Aux Etats Unis, le PDG de CISCO, John CHAMBERS, précise que le mode d’organisation de son groupe est devenu moins hiérarchique et plus collaboratif ; il s’agit de combiner innovation et rapidité. Le dernier routeur a été conçu en mode ‘’startup’’ en 12-15 mois par une équipe de 250 personnes, là où il fallait auparavant réunir 2000 personnes pendant 2 ans ! On a supprimé les silos pour travailler sur des solutions précise t’il, et il ajoute : le monde est plus rapide et plus complexe, l’organisation doit être bâtie pour favoriser la collaboration, pas le commandement et le contrôle comme hier.

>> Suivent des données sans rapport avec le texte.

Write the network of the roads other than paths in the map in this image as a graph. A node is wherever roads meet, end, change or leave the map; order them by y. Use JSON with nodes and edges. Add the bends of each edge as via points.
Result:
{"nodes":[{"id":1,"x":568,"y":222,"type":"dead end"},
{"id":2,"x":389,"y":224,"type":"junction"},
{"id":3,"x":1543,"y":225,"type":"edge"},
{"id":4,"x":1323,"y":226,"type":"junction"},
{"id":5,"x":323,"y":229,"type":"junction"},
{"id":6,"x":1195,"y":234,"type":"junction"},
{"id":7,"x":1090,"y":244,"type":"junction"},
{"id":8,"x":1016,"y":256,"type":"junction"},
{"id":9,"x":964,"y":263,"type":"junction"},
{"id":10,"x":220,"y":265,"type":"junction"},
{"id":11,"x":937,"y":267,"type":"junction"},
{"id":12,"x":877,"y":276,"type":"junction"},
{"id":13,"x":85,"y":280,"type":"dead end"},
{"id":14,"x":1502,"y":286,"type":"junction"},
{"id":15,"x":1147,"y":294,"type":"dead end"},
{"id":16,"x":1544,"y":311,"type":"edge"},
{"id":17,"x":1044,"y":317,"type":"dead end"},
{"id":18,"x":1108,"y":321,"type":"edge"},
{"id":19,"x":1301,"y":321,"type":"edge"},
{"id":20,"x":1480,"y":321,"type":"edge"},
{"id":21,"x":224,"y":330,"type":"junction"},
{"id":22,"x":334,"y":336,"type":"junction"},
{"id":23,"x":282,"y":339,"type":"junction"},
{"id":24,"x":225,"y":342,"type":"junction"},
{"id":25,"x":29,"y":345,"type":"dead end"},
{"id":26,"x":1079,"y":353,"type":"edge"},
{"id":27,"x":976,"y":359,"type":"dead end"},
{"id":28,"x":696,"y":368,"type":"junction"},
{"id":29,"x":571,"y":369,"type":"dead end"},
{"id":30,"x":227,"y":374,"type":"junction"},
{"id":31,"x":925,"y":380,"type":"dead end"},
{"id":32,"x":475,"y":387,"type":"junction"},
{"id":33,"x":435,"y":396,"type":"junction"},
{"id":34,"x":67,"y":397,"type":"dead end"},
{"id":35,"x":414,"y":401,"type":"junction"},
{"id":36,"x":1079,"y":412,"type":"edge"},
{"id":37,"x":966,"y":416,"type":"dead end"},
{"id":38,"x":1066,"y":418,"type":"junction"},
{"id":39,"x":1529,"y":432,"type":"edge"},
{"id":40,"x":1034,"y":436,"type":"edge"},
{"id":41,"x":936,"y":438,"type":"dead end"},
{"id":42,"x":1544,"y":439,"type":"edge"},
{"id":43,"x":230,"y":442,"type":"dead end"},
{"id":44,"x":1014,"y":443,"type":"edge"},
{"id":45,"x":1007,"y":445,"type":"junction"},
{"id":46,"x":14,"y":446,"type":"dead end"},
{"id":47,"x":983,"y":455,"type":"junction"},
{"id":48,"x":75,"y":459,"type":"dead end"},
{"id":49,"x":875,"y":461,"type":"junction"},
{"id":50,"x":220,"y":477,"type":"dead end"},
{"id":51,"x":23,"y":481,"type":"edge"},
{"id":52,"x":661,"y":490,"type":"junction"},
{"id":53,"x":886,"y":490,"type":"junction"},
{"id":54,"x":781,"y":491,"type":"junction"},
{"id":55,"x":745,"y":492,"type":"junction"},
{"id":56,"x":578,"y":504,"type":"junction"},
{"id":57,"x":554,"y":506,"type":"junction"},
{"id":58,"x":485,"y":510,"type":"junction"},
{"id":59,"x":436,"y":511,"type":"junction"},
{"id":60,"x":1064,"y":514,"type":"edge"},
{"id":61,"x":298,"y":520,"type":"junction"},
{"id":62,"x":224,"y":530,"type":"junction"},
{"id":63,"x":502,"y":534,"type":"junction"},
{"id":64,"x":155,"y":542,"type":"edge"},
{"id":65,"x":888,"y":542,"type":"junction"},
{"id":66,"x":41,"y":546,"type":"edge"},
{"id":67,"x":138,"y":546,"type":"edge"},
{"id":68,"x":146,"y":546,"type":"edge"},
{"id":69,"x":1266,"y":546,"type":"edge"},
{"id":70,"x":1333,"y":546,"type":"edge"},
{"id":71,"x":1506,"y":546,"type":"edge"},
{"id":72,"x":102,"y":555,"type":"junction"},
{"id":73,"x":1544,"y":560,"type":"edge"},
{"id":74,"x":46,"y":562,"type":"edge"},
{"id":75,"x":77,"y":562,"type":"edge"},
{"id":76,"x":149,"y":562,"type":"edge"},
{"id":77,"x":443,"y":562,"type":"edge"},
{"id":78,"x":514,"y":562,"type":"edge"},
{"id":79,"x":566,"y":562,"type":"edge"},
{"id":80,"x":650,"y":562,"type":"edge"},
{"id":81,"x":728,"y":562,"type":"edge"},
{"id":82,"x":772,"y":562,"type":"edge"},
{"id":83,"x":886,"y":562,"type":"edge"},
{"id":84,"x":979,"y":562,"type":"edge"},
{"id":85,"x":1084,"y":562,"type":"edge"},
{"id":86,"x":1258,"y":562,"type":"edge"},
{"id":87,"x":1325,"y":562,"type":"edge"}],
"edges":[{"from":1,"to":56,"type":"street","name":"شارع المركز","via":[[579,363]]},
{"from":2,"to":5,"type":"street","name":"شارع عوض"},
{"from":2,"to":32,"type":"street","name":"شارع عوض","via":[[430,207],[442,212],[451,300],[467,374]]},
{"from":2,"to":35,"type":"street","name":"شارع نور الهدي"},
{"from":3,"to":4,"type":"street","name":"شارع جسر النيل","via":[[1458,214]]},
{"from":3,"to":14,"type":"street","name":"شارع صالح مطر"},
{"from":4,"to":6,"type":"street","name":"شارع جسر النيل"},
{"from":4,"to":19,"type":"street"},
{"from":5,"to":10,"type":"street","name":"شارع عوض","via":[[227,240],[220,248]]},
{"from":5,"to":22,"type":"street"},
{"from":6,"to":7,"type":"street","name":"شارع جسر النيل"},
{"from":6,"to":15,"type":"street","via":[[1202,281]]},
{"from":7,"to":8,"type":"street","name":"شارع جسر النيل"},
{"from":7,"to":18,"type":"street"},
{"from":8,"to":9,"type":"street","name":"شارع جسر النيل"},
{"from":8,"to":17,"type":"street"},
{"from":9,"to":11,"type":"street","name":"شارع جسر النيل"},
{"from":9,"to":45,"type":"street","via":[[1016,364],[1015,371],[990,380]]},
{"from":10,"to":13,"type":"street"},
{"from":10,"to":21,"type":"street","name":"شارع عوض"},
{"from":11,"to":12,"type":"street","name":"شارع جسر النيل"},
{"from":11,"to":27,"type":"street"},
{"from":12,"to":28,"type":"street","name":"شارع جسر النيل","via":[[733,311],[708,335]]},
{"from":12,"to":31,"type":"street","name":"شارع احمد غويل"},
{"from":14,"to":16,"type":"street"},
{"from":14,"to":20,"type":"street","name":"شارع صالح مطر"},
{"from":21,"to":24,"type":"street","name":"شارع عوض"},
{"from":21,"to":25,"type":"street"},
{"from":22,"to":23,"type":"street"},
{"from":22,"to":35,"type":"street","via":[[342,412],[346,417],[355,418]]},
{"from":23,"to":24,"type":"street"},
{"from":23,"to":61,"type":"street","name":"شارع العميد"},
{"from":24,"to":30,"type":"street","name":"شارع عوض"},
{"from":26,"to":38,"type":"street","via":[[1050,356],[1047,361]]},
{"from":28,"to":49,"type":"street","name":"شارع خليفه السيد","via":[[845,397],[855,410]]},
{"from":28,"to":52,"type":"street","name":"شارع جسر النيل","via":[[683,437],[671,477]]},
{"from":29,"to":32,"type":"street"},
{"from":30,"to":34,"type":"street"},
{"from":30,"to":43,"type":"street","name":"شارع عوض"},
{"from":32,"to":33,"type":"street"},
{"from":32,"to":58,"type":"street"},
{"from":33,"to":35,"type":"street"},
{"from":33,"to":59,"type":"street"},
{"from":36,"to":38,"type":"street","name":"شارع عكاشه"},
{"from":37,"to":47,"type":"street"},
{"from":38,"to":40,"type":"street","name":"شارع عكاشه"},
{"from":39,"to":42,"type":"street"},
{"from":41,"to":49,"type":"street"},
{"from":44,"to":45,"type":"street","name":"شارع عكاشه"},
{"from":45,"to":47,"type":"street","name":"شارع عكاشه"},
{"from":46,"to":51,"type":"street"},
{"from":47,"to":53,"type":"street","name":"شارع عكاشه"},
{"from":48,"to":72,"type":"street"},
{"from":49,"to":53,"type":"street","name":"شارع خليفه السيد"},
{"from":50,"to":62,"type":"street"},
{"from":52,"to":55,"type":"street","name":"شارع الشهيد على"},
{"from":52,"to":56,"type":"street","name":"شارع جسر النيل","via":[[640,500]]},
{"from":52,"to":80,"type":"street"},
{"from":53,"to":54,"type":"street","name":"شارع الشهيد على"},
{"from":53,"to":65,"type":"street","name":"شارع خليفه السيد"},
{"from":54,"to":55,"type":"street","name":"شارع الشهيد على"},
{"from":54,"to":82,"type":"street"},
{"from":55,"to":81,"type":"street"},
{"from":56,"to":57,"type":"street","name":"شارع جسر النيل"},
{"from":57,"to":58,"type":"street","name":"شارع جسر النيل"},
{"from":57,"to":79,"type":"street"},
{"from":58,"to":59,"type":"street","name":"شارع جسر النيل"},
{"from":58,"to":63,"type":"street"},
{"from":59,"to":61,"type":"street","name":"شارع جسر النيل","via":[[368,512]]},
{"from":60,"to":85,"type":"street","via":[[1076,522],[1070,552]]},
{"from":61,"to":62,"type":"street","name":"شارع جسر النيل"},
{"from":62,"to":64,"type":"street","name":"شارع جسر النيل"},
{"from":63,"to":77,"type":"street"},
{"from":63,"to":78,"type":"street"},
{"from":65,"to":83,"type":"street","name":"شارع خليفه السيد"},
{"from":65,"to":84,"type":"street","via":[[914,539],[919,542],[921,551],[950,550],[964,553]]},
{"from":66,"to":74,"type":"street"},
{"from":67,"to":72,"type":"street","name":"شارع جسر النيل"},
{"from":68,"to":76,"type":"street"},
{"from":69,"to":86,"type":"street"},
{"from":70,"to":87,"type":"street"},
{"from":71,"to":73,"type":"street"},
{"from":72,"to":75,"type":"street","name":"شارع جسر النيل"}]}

En France, aussi bien le Club Med et son PDG, Henri Giscard d’Estaing, que Humanis reconnaissent que l’organisation crée elle-même des complexités inutiles contre lesquelles on lutte en réorganisant et en décentralisant l’action ou en appelant des équipes transverses à réfléchir sur des thématiques telles que la relation client, le développement durable, le management ….pour élaborer des offres de service ‘’différenciantes’’, réduire les coûts ou tirer parti du numérique.

Ainsi, les entreprises expérimentent de nouvelles organisations reposant plus sur la confiance, l’implication et la décentralisation que sur le contrôle, la défiance et le confinement, en ayant en ligne de mire une amélioration de l’impact sur la planète, le consommateur, le collaborateur.

Reste à définir un mode d’organisation adapté à chaque cas et à apporter l’environnement nécessaire à l’émergence de projets porteurs de sens et de valeur ajoutée.



Emmanuel MACRON a récemment tenu, un temps, le même discours à propos du PDG de Renault….
Comme l’a esquissé M. E.-A. SELLIERE, interviewé il y a quelques années sur une radio nationale, reprenant ainsi le rêve du héros de Gogol dans son roman ‘’les Ames Mortes’’, le célèbre Tchithikov, qui cherchait à acquérir des serfs morts pour faire un beau mariage.
Site d’e commerce de chaussures propriété d’AMAZON, 1500 personnes, coté en Bourse et réalisant un CA de 1 milliard de $.
La rébellion positive Isabelle METENIER et Hamid AGUINI (Albin Michel) - La société de connivence Jean Marc DANIEL (Odile Jacob).
SIEMENS en octobre 2015, DOW CHEMICAL avant lui ont annoncé la création de fonds de capital risque interne pour financer les idées – sélectionnées-de leurs salariés.
Les employés d’abord, le client ensuite Vineet NAYAR (Editions Diateino).